Now in my early thirties I really struggle in my relationships. I have frequent depressive episodes and feel anxious a lot. I get migraines and neck pain. My relationship with my mum is complex and I find it easier not to have contact with her, but she finds this too hard so I try to see her occasionally (once or twice a year). I actually get on very well with my Dad as he has taken responsibility for his mistakes and has been a good father to me in recent years, even though he wasn't when I was a child. I often feel different from other people and I always end up isolating myself. I don't have anyone to turn to when I feel like this, I have a few close female friends but I don't really turn to them when I feel low.
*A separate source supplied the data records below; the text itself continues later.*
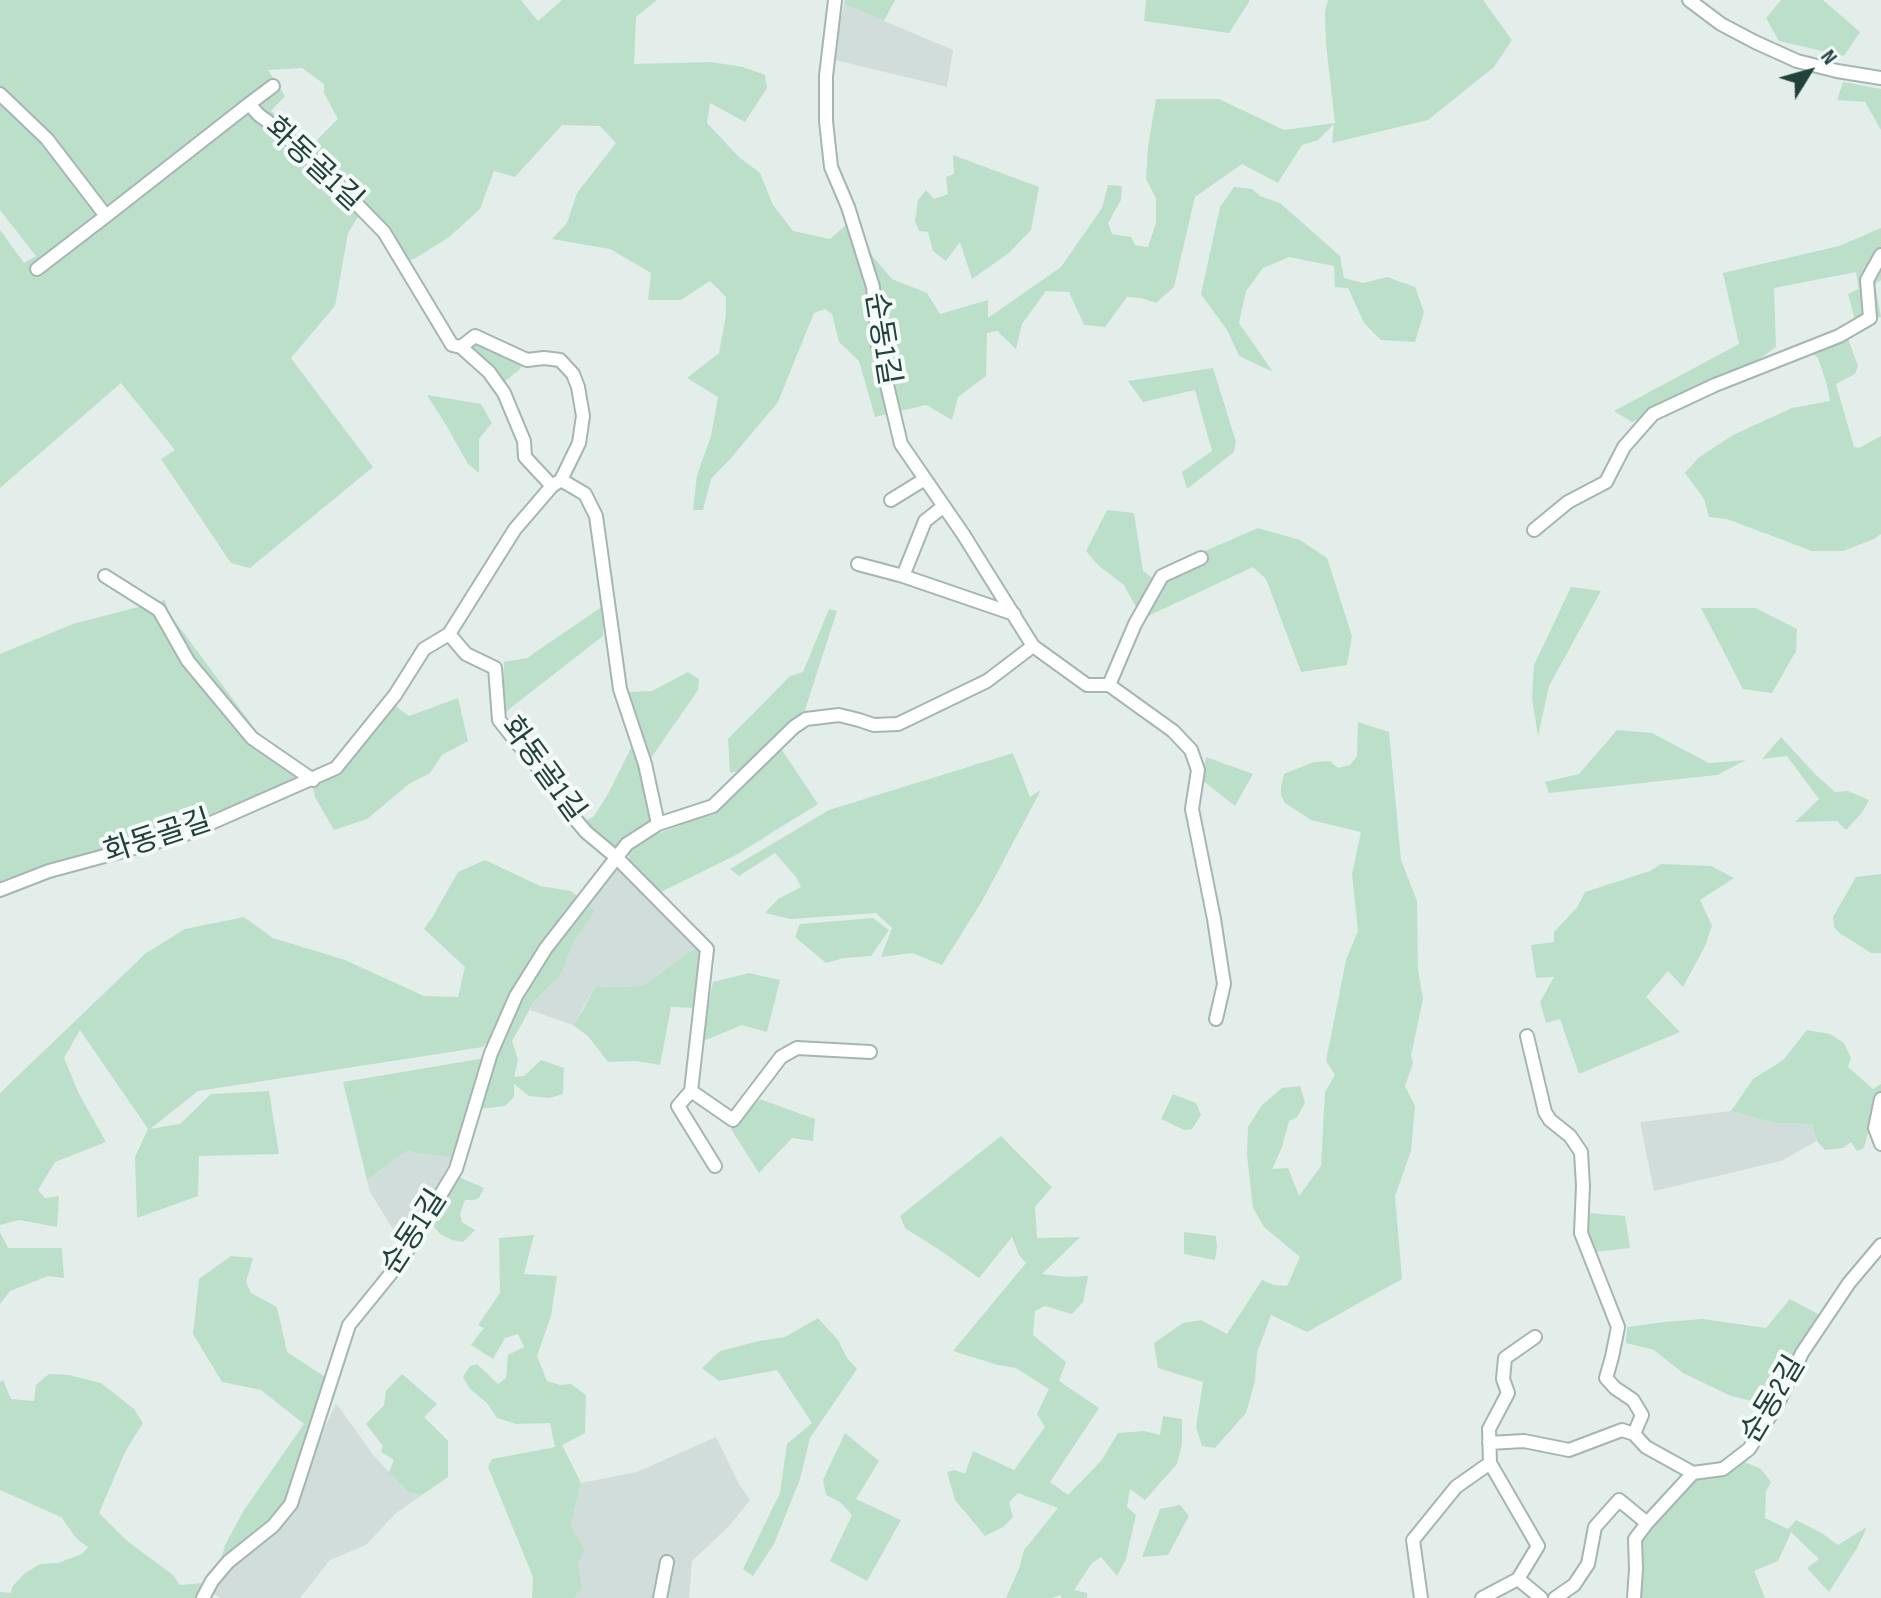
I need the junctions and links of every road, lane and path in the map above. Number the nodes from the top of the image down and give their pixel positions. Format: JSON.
{"nodes":[{"id":1,"x":835,"y":0,"type":"edge"},
{"id":2,"x":1690,"y":0,"type":"edge"},
{"id":3,"x":1881,"y":78,"type":"edge"},
{"id":4,"x":273,"y":86,"type":"dead end"},
{"id":5,"x":0,"y":94,"type":"edge"},
{"id":6,"x":249,"y":104,"type":"junction"},
{"id":7,"x":106,"y":216,"type":"junction"},
{"id":8,"x":1881,"y":255,"type":"edge"},
{"id":9,"x":37,"y":269,"type":"dead end"},
{"id":10,"x":461,"y":347,"type":"junction"},
{"id":11,"x":925,"y":479,"type":"junction"},
{"id":12,"x":557,"y":483,"type":"junction"},
{"id":13,"x":891,"y":500,"type":"dead end"},
{"id":14,"x":944,"y":506,"type":"junction"},
{"id":15,"x":1534,"y":530,"type":"dead end"},
{"id":16,"x":1201,"y":558,"type":"dead end"},
{"id":17,"x":858,"y":564,"type":"dead end"},
{"id":18,"x":105,"y":576,"type":"dead end"},
{"id":19,"x":903,"y":576,"type":"junction"},
{"id":20,"x":1014,"y":614,"type":"junction"},
{"id":21,"x":449,"y":634,"type":"junction"},
{"id":22,"x":1033,"y":646,"type":"junction"},
{"id":23,"x":1109,"y":685,"type":"junction"},
{"id":24,"x":313,"y":780,"type":"junction"},
{"id":25,"x":658,"y":824,"type":"junction"},
{"id":26,"x":616,"y":857,"type":"junction"},
{"id":27,"x":0,"y":890,"type":"edge"},
{"id":28,"x":1216,"y":1019,"type":"dead end"},
{"id":29,"x":1527,"y":1036,"type":"dead end"},
{"id":30,"x":870,"y":1052,"type":"dead end"},
{"id":31,"x":691,"y":1091,"type":"junction"},
{"id":32,"x":1881,"y":1099,"type":"edge"},
{"id":33,"x":1881,"y":1144,"type":"edge"},
{"id":34,"x":715,"y":1166,"type":"dead end"},
{"id":35,"x":1881,"y":1245,"type":"edge"},
{"id":36,"x":1535,"y":1337,"type":"dead end"},
{"id":37,"x":1634,"y":1434,"type":"junction"},
{"id":38,"x":1489,"y":1443,"type":"junction"},
{"id":39,"x":1490,"y":1463,"type":"junction"},
{"id":40,"x":1693,"y":1473,"type":"junction"},
{"id":41,"x":1647,"y":1523,"type":"junction"},
{"id":42,"x":667,"y":1562,"type":"dead end"},
{"id":43,"x":1518,"y":1579,"type":"junction"},
{"id":44,"x":203,"y":1598,"type":"edge"},
{"id":45,"x":660,"y":1598,"type":"edge"},
{"id":46,"x":1421,"y":1598,"type":"edge"},
{"id":47,"x":1483,"y":1598,"type":"edge"},
{"id":48,"x":1541,"y":1598,"type":"edge"},
{"id":49,"x":1555,"y":1598,"type":"edge"},
{"id":50,"x":1634,"y":1598,"type":"edge"}],
"edges":[{"from":1,"to":11,"type":"street","name":"순동1길"},
{"from":2,"to":3,"type":"street"},
{"from":4,"to":6,"type":"street"},
{"from":5,"to":7,"type":"street"},
{"from":6,"to":7,"type":"street","name":"화동골1길"},
{"from":6,"to":10,"type":"street","name":"화동골1길"},
{"from":7,"to":9,"type":"street","name":"화동골1길"},
{"from":8,"to":15,"type":"street"},
{"from":10,"to":12,"type":"street","name":"화동골1길"},
{"from":10,"to":12,"type":"street"},
{"from":11,"to":13,"type":"street"},
{"from":11,"to":14,"type":"street","name":"순동1길"},
{"from":12,"to":21,"type":"street"},
{"from":12,"to":25,"type":"street"},
{"from":14,"to":19,"type":"street"},
{"from":14,"to":20,"type":"street","name":"순동1길"},
{"from":16,"to":23,"type":"street"},
{"from":17,"to":19,"type":"street"},
{"from":18,"to":24,"type":"street"},
{"from":19,"to":20,"type":"street"},
{"from":20,"to":22,"type":"street","name":"순동1길"},
{"from":21,"to":24,"type":"street","name":"화동골길"},
{"from":21,"to":26,"type":"street","name":"화동골1길"},
{"from":22,"to":23,"type":"street","name":"순동1길"},
{"from":22,"to":25,"type":"street","name":"순동1길"},
{"from":23,"to":28,"type":"street","name":"순동1길"},
{"from":24,"to":27,"type":"street","name":"화동골길"},
{"from":25,"to":26,"type":"street","name":"순동1길"},
{"from":26,"to":31,"type":"street"},
{"from":26,"to":44,"type":"street","name":"순동1길"},
{"from":29,"to":37,"type":"street"},
{"from":30,"to":31,"type":"street"},
{"from":31,"to":34,"type":"street"},
{"from":32,"to":33,"type":"street"},
{"from":35,"to":40,"type":"street","name":"순동2길"},
{"from":36,"to":38,"type":"street"},
{"from":37,"to":38,"type":"street"},
{"from":37,"to":40,"type":"street"},
{"from":38,"to":39,"type":"street"},
{"from":39,"to":43,"type":"street"},
{"from":39,"to":46,"type":"street"},
{"from":40,"to":41,"type":"street"},
{"from":41,"to":49,"type":"street"},
{"from":41,"to":50,"type":"street"},
{"from":42,"to":45,"type":"street"},
{"from":43,"to":47,"type":"street"},
{"from":43,"to":48,"type":"street"}]}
To be honest most of the time I only see my boyfriend and his family every two weeks. In my job I am able to emotionally support others yet secretly in my own personal life there is a lot of loneliness and struggle. My boyfriend doesn't really "get" why I don't like being around his family all the time but the whole concept of family is a pretty weird one for me. His family are very civilised and never talk of emotions  (very different to my background) and meet for family dinners weekly. I know I should be grateful that they want to include me, but I find it difficult to cope with and often feel "judged", even though that may not be the case. So like yesterday I get very anxious about "family time" especially if it's unexpected and I am having  a bad day mood-wise. My boyfriend gets frustrated and I understand why - I guess it's "normal" to spend time with family and I don't want to stop him from enjoying this. His family should be able to come to our house without giving much notice, I feel like I am the problem here, why do I get so anxious? I feel like there is something wrong with me.

Wow, reading this back it's like a stream of consciousness! I suppose I want to know whether I am just being melodramatic (a "drama queen" as my Mum would say!) or whether it is possible that I could suffer from C-PTSD? Even thought I was never abused.

P.S I posted this in the "childhood" C-PTSD section as my problems seem to stem from childhood events, I hope that's right.